Divvy, a Utah-based corporate card and expense-management software provider for small businesses, has become one of this year’s first fintech unicorns.

The start-up announced a $165 million Series D funding round with participation from new investor PayPal Ventures. It pits Divvy at a valuation of $1.6 billion.

Divvy wants to combine credit, vendor, and spend management into a single platform

The new capital comes from fellow newcomers Hanaco, Whale Rock, and Schonfeld. As well as from existing investors NEA, Insight Venture Partners, Acrew, and Pelion.

Divvy’s customer base includes weight loss firm Noom, e-commerce merchants like Solo Stove and Rhone, and sports franchises like the Utah Jazz and the Atlanta Dream.

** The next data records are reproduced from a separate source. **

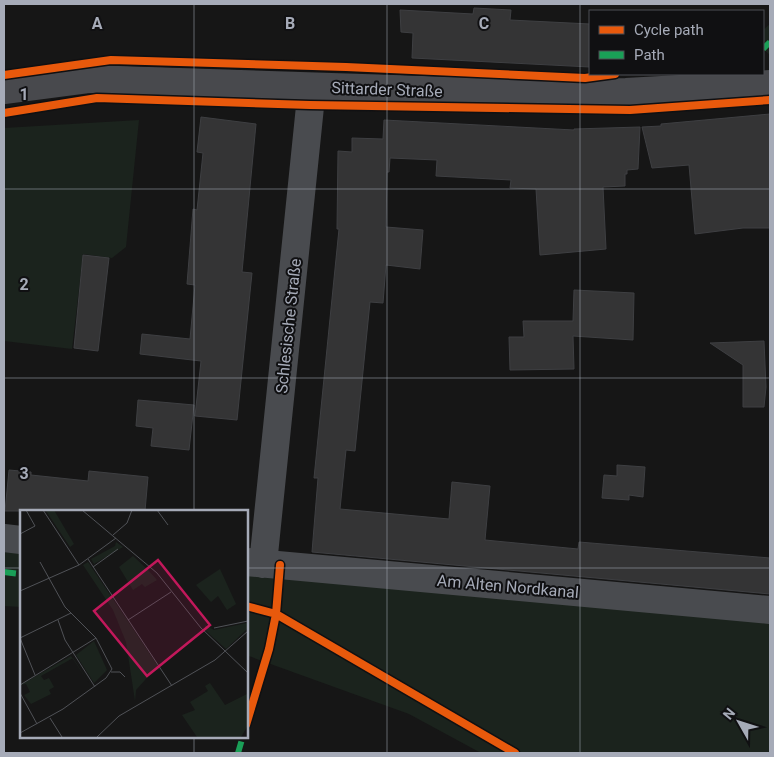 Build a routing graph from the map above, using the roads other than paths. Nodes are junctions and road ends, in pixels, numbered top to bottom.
1 (770, 84) edge
2 (312, 87) junction
3 (4, 90) edge
4 (4, 538) edge
5 (20, 540) edge
6 (255, 563) edge
7 (770, 610) edge

1 - 2 street, Sittarder Straße
2 - 3 street, Sittarder Straße
2 - 6 street, Schlesische Straße
4 - 5 street
6 - 7 street, Am Alten Nordkanal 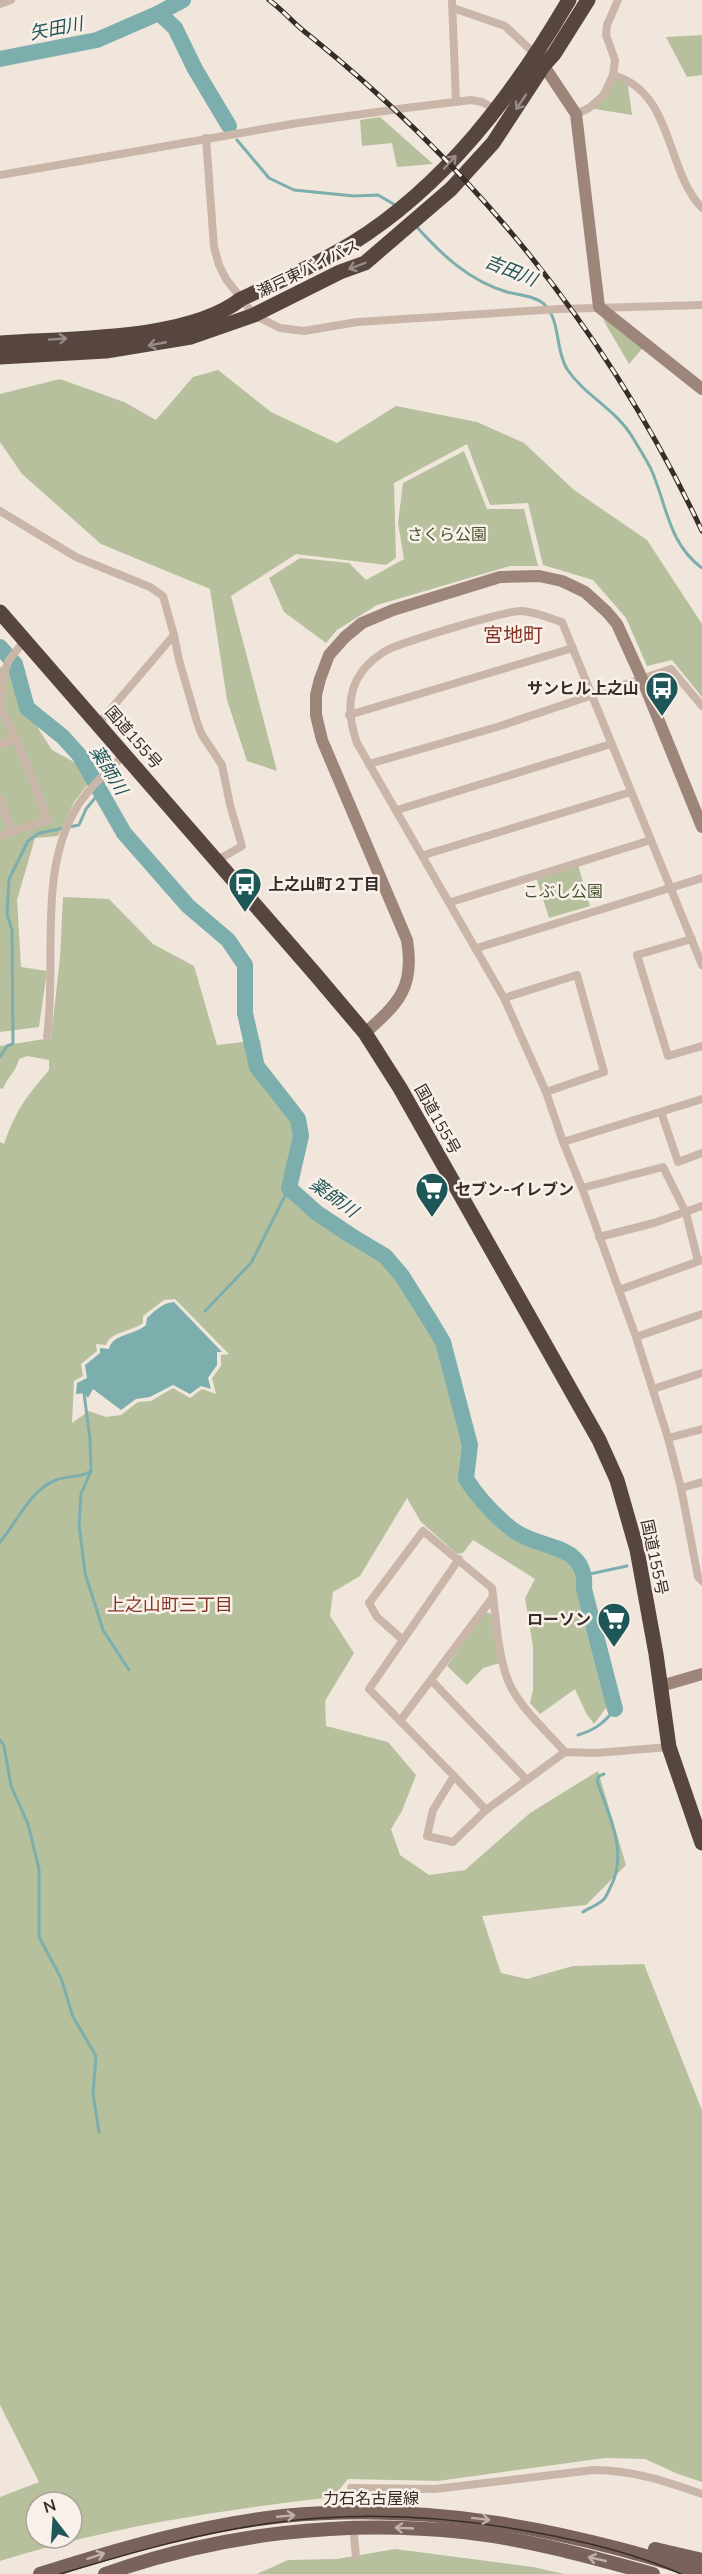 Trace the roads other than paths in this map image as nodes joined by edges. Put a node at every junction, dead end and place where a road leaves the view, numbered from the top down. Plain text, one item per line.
1 (11, 0) edge
2 (568, 0) edge
3 (588, 0) edge
4 (618, 0) edge
5 (0, 4) edge
6 (452, 4) edge
7 (540, 60) junction
8 (613, 75) junction
9 (456, 102) junction
10 (495, 109) junction
11 (576, 114) junction
12 (206, 138) junction
13 (0, 175) edge
14 (702, 208) edge
15 (241, 299) junction
16 (702, 305) edge
17 (599, 307) junction
18 (254, 315) junction
19 (0, 342) edge
20 (0, 357) edge
21 (702, 389) edge
22 (0, 512) edge
23 (0, 612) edge
24 (174, 635) junction
25 (25, 640) junction
26 (573, 648) junction
27 (642, 679) junction
28 (592, 696) junction
29 (702, 706) edge
30 (350, 715) junction
31 (99, 723) junction
32 (16, 739) junction
33 (0, 744) edge
34 (611, 744) junction
35 (126, 754) junction
36 (369, 764) junction
37 (631, 792) junction
38 (0, 799) edge
39 (397, 810) junction
40 (702, 826) edge
41 (12, 831) junction
42 (0, 836) edge
43 (651, 840) junction
44 (424, 855) junction
45 (216, 861) junction
46 (702, 878) edge
47 (671, 888) junction
48 (451, 902) junction
49 (692, 939) junction
50 (477, 948) junction
51 (702, 965) edge
52 (504, 998) junction
53 (365, 1033) junction
54 (47, 1036) dead end
55 (702, 1046) edge
56 (546, 1092) junction
57 (702, 1099) edge
58 (661, 1112) junction
59 (563, 1142) junction
60 (702, 1153) edge
61 (582, 1188) junction
62 (702, 1206) edge
63 (686, 1213) junction
64 (599, 1238) junction
65 (700, 1260) edge
66 (619, 1290) junction
67 (702, 1314) edge
68 (636, 1337) junction
69 (702, 1372) edge
70 (653, 1389) junction
71 (702, 1429) edge
72 (668, 1438) junction
73 (702, 1482) edge
74 (681, 1488) junction
75 (459, 1559) junction
76 (702, 1581) edge
77 (494, 1597) junction
78 (403, 1640) junction
79 (702, 1674) edge
80 (432, 1681) junction
81 (661, 1686) junction
82 (400, 1721) junction
83 (669, 1747) junction
84 (565, 1752) junction
85 (454, 1776) junction
86 (526, 1779) junction
87 (486, 1810) junction
88 (702, 1843) edge
89 (702, 2494) edge
90 (352, 2503) dead end
91 (544, 2529) junction
92 (354, 2536) dead end
93 (243, 2538) junction
94 (356, 2557) dead end
95 (702, 2560) edge
96 (702, 2573) edge
97 (40, 2574) edge
98 (105, 2574) edge
99 (125, 2574) edge
100 (653, 2574) edge

1 - 5 street
2 - 7 highway, 瀬戸東バイパス
3 - 7 highway, 瀬戸東バイパス
4 - 8 street
6 - 7 street
6 - 9 street
7 - 10 highway, 瀬戸東バイパス
7 - 11 street
7 -> 18 highway, 瀬戸東バイパス
8 - 11 street
8 - 14 street
9 - 10 street
9 - 12 street
15 -> 10 highway, 瀬戸東バイパス
11 - 17 street
12 - 13 street
12 - 15 street
15 - 18 street
19 -> 15 highway, 瀬戸東バイパス
16 - 17 street
17 - 18 street
17 - 21 street
18 -> 20 highway, 瀬戸東バイパス
22 - 24 street
23 - 25 highway, 国道155号
24 - 31 street
24 - 45 street
25 - 31 highway, 国道155号
25 - 32 street
26 - 28 street
26 - 30 street
26 - 30 street
27 - 28 street
27 - 29 street
27 - 40 street
27 - 53 street
28 - 34 street
28 - 36 street
30 - 36 street
31 - 35 highway, 国道155号
32 - 33 street
32 - 41 street
34 - 37 street
34 - 39 street
35 - 45 highway, 国道155号
35 - 54 street
36 - 39 street
37 - 43 street
37 - 44 street
38 - 41 street
39 - 44 street
41 - 42 street
43 - 47 street
43 - 48 street
44 - 48 street
45 - 53 highway, 国道155号
46 - 47 street
47 - 49 street
47 - 50 street
48 - 50 street
49 - 51 street
49 - 55 street
50 - 52 street
52 - 56 street
52 - 56 street
53 - 81 highway, 国道155号
56 - 59 street
57 - 58 street
58 - 59 street
58 - 60 street
59 - 61 street
61 - 63 street
61 - 64 street
62 - 63 street
63 - 64 street
63 - 65 street
64 - 66 street
65 - 66 street
66 - 68 street
67 - 68 street
68 - 70 street
69 - 70 street
70 - 72 street
71 - 72 street
72 - 74 street
73 - 74 street
74 - 76 street
75 - 77 street
75 - 78 street
75 - 78 street
77 - 80 street
77 - 84 street
78 - 82 street
79 - 81 street
80 - 82 street
80 - 86 street
81 - 83 highway, 国道155号
82 - 85 street
83 - 84 street
83 - 88 highway, 国道155号
84 - 86 street
85 - 87 street
85 - 87 street
86 - 87 street
89 - 90 street
91 - 95 main road
91 - 96 main road, 力石名古屋線
97 -> 91 main road, 力石名古屋線
92 - 94 street
93 - 98 main road, 力石名古屋線
93 - 99 main road
100 -> 93 main road, 力石名古屋線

“We’re not just building for tech startups,” explains Blake Murray, Divvy’s CEO. The fintech claims to have driven up its sign-ups by 500% monthly since March 2020.

Divvy claims to cut down the time it takes small business managers to process their expense reports.

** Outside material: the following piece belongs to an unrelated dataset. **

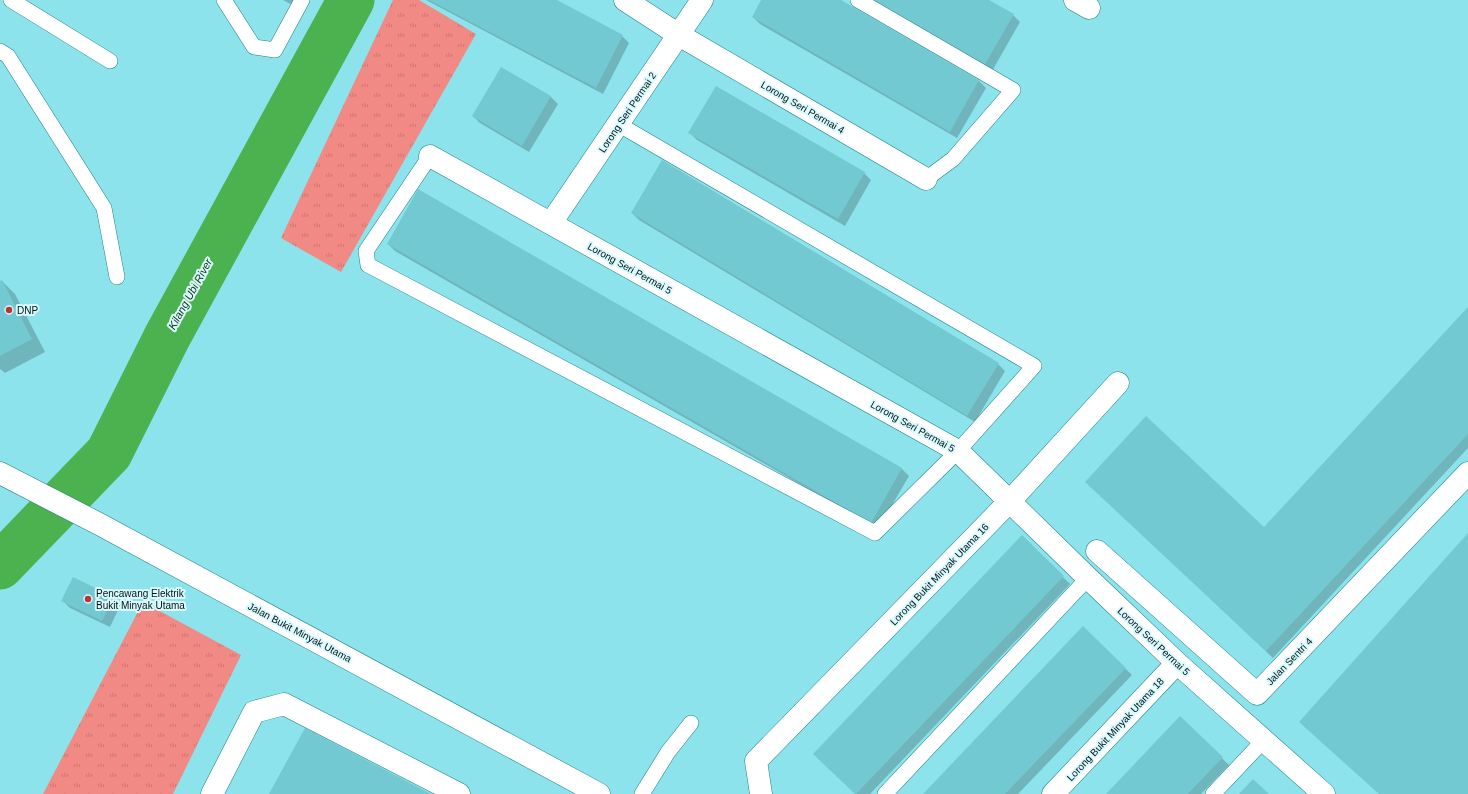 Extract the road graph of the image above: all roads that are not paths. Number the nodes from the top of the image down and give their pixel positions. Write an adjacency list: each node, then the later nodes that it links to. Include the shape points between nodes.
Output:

Its software is free, so Divvy makes its money from the fee merchants pay banks every time they use the start-up’s card.

More recently, Divvy has fleshed out offerings around paying bills.

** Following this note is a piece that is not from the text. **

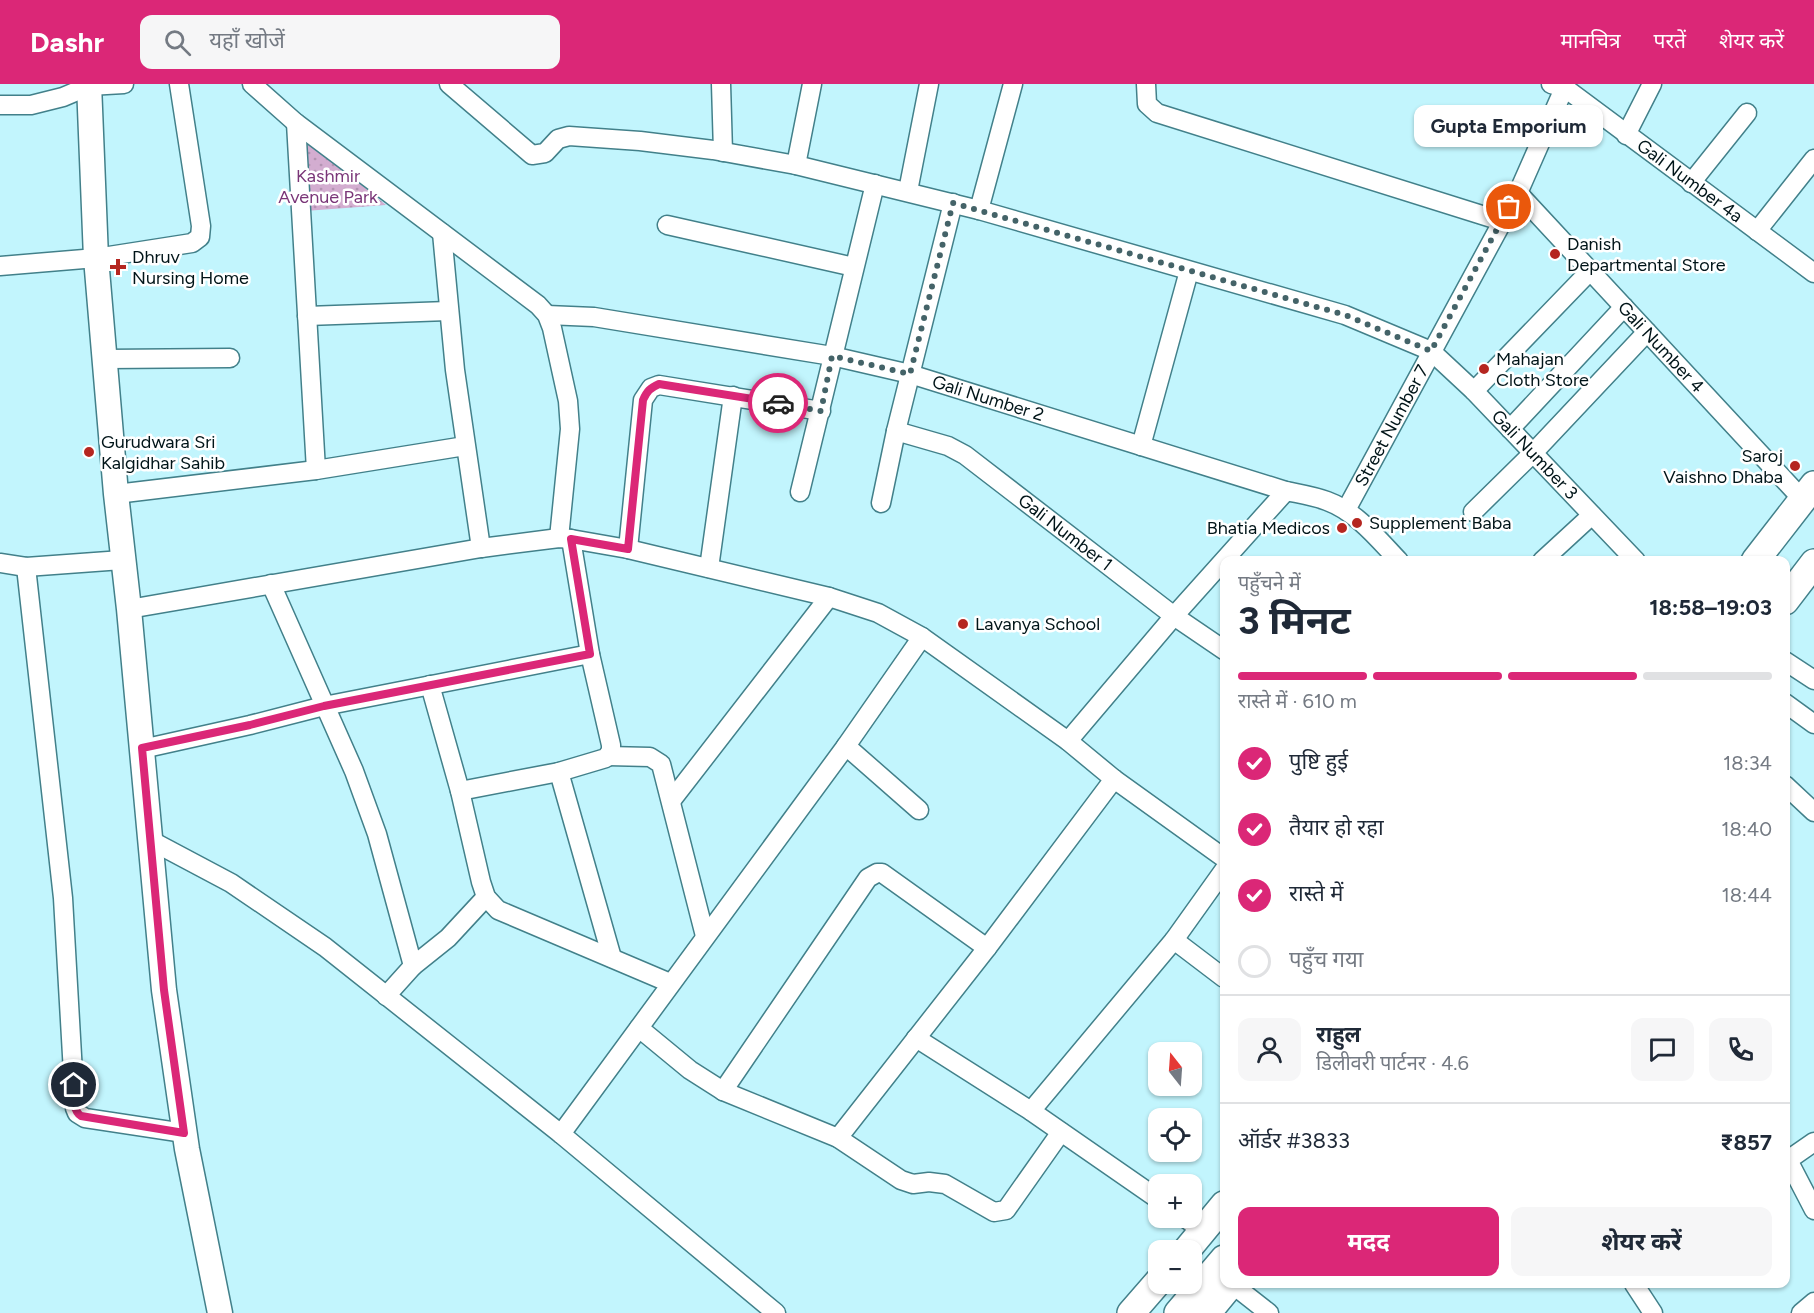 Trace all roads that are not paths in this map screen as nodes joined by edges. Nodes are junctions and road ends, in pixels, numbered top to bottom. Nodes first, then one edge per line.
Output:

“Small businesses are the backbone of the United States,” Murray tells Bloomberg.

“Our software plays a significant role in ensuring that they not only survive, but thrive during these conditions.”

Long-term, Divvy says its ambition is to modernise financial processes “by combining credit, vendor, and spend management into a single platform”.

With its Series D round of funding, the start-up wants to “invest heavily” in product development and engineering.